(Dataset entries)
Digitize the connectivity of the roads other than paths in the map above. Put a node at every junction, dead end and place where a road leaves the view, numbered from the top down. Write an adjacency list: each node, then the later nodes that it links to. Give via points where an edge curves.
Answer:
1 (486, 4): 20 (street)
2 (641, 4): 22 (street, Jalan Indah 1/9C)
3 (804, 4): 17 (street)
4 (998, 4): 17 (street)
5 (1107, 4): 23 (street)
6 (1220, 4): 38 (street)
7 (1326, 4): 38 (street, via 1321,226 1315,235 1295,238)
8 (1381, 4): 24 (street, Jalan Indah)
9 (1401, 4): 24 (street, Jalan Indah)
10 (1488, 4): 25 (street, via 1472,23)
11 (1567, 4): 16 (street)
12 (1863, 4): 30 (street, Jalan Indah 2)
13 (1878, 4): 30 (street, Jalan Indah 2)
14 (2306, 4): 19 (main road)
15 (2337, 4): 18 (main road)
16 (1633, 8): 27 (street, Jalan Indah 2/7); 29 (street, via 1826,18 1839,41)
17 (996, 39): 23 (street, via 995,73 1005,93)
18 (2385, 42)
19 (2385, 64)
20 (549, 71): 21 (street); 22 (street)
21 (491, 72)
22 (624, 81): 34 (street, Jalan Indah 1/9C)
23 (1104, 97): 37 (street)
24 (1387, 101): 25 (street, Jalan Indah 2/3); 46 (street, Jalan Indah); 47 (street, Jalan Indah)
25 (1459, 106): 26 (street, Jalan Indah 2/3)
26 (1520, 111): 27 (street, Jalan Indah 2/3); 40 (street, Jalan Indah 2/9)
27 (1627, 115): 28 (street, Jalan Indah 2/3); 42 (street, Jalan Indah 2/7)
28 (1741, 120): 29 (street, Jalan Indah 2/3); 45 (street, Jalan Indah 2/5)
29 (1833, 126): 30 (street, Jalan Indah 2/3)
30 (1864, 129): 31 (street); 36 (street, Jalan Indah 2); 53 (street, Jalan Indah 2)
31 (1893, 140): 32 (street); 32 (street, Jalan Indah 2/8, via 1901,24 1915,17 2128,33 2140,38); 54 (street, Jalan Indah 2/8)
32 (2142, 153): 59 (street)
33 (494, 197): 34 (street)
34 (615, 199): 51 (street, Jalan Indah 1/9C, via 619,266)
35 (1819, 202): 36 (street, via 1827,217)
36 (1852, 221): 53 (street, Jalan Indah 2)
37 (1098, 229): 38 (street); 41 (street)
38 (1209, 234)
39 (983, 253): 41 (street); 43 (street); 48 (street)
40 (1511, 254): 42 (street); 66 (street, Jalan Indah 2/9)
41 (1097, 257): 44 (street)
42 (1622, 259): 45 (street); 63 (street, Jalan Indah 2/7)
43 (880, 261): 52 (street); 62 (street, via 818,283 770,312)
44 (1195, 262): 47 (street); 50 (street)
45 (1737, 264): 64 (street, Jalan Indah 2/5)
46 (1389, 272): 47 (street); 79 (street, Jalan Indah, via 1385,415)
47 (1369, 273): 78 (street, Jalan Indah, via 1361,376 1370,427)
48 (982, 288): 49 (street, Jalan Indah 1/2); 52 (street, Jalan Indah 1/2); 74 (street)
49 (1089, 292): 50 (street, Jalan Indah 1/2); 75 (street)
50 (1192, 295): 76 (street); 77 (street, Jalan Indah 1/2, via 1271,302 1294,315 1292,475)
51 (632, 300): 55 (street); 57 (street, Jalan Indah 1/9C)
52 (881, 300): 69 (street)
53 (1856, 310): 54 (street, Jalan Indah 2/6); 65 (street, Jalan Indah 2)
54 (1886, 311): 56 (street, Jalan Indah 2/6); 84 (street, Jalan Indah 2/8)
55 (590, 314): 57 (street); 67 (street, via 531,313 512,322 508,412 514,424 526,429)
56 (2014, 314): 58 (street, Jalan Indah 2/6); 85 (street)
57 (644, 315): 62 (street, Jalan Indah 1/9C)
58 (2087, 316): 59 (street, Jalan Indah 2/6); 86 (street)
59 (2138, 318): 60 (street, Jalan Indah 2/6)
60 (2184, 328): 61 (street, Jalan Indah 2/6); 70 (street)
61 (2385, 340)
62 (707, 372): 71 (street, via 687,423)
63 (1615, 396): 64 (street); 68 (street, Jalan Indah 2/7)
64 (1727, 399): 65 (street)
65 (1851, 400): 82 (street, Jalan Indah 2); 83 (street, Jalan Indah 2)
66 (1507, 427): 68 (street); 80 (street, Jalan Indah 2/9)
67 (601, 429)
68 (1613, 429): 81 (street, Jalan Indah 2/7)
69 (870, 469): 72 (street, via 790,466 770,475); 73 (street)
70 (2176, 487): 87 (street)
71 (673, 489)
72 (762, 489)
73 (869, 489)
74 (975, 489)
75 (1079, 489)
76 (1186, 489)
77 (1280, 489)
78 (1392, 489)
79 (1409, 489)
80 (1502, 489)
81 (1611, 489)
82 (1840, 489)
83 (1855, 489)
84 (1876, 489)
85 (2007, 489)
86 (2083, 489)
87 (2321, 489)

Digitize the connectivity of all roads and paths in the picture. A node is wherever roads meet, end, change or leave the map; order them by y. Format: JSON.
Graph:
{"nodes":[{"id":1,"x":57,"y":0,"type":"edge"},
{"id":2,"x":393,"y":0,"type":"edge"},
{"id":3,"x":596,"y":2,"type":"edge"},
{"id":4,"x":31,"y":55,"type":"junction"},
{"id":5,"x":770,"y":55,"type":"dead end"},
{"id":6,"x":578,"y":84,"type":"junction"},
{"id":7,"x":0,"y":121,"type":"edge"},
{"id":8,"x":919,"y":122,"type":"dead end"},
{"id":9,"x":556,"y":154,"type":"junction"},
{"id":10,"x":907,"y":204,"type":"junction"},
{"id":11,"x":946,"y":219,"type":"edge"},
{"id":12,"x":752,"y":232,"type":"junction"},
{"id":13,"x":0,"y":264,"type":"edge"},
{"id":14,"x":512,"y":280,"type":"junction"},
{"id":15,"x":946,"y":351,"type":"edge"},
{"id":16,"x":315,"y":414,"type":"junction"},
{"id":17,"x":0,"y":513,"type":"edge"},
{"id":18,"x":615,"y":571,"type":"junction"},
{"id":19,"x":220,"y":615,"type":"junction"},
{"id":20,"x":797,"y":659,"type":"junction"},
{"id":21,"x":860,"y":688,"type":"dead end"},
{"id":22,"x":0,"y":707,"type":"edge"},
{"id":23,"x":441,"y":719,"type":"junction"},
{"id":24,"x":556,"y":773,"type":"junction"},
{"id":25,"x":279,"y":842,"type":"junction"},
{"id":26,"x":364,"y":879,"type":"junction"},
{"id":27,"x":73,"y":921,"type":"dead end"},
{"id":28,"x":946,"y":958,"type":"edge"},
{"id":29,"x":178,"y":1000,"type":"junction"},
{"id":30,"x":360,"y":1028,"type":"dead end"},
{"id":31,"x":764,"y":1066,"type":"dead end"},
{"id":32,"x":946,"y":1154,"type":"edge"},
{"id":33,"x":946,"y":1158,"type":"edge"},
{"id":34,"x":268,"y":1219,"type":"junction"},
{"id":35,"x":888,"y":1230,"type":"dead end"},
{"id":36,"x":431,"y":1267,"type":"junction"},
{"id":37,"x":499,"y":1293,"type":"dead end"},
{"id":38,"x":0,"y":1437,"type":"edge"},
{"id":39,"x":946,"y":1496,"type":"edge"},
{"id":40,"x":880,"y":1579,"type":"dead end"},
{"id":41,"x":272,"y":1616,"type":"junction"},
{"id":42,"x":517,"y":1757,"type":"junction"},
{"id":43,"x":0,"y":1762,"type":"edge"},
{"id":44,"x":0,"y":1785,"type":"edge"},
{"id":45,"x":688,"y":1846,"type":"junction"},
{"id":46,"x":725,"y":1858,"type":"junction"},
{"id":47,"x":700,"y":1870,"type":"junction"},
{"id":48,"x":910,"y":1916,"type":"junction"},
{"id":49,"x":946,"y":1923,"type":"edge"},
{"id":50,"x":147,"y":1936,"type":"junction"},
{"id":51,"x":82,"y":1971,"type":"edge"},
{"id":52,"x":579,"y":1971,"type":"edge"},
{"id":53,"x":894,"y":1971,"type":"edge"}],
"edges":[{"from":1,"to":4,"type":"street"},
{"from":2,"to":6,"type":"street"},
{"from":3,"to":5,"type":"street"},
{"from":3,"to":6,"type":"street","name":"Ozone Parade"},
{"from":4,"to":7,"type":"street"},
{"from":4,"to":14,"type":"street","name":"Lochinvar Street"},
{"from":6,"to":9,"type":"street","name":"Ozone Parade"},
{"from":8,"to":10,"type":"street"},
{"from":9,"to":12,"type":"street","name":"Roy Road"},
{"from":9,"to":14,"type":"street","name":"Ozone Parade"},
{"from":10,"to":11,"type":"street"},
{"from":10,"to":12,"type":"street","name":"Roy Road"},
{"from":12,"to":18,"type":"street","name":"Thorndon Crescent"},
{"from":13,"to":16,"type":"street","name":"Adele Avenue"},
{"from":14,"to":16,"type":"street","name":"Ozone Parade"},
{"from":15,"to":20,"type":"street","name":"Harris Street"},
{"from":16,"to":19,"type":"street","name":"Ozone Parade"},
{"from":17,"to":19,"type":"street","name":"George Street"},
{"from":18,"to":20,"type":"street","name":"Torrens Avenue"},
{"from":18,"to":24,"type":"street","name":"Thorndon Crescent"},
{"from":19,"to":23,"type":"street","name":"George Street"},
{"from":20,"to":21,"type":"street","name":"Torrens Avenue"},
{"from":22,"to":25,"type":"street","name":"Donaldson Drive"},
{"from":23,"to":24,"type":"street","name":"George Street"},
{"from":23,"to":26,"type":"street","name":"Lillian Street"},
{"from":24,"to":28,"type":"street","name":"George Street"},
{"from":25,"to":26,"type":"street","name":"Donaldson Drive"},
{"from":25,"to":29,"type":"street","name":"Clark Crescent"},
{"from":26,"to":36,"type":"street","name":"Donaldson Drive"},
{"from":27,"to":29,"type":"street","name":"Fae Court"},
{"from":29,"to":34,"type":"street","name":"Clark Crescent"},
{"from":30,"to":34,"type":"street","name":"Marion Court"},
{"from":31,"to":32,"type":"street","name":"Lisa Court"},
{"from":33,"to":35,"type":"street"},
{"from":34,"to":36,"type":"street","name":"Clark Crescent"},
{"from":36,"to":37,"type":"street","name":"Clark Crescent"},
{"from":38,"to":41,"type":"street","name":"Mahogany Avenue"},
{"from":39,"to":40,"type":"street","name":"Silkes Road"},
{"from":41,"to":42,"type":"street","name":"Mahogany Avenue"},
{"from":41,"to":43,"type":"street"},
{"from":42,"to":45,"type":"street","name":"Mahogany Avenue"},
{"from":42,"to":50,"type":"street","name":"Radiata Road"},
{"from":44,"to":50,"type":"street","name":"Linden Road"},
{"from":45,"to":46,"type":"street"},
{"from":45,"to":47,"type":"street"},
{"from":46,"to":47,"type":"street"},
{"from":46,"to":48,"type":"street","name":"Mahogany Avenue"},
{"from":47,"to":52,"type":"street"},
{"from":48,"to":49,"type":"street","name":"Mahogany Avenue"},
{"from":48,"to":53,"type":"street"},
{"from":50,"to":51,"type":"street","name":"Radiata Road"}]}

EXERCISE:
For the word "Torrens", say how many lines of the records above contain it. Reply with the number alone.

RESULT OF THE EXERCISE:
2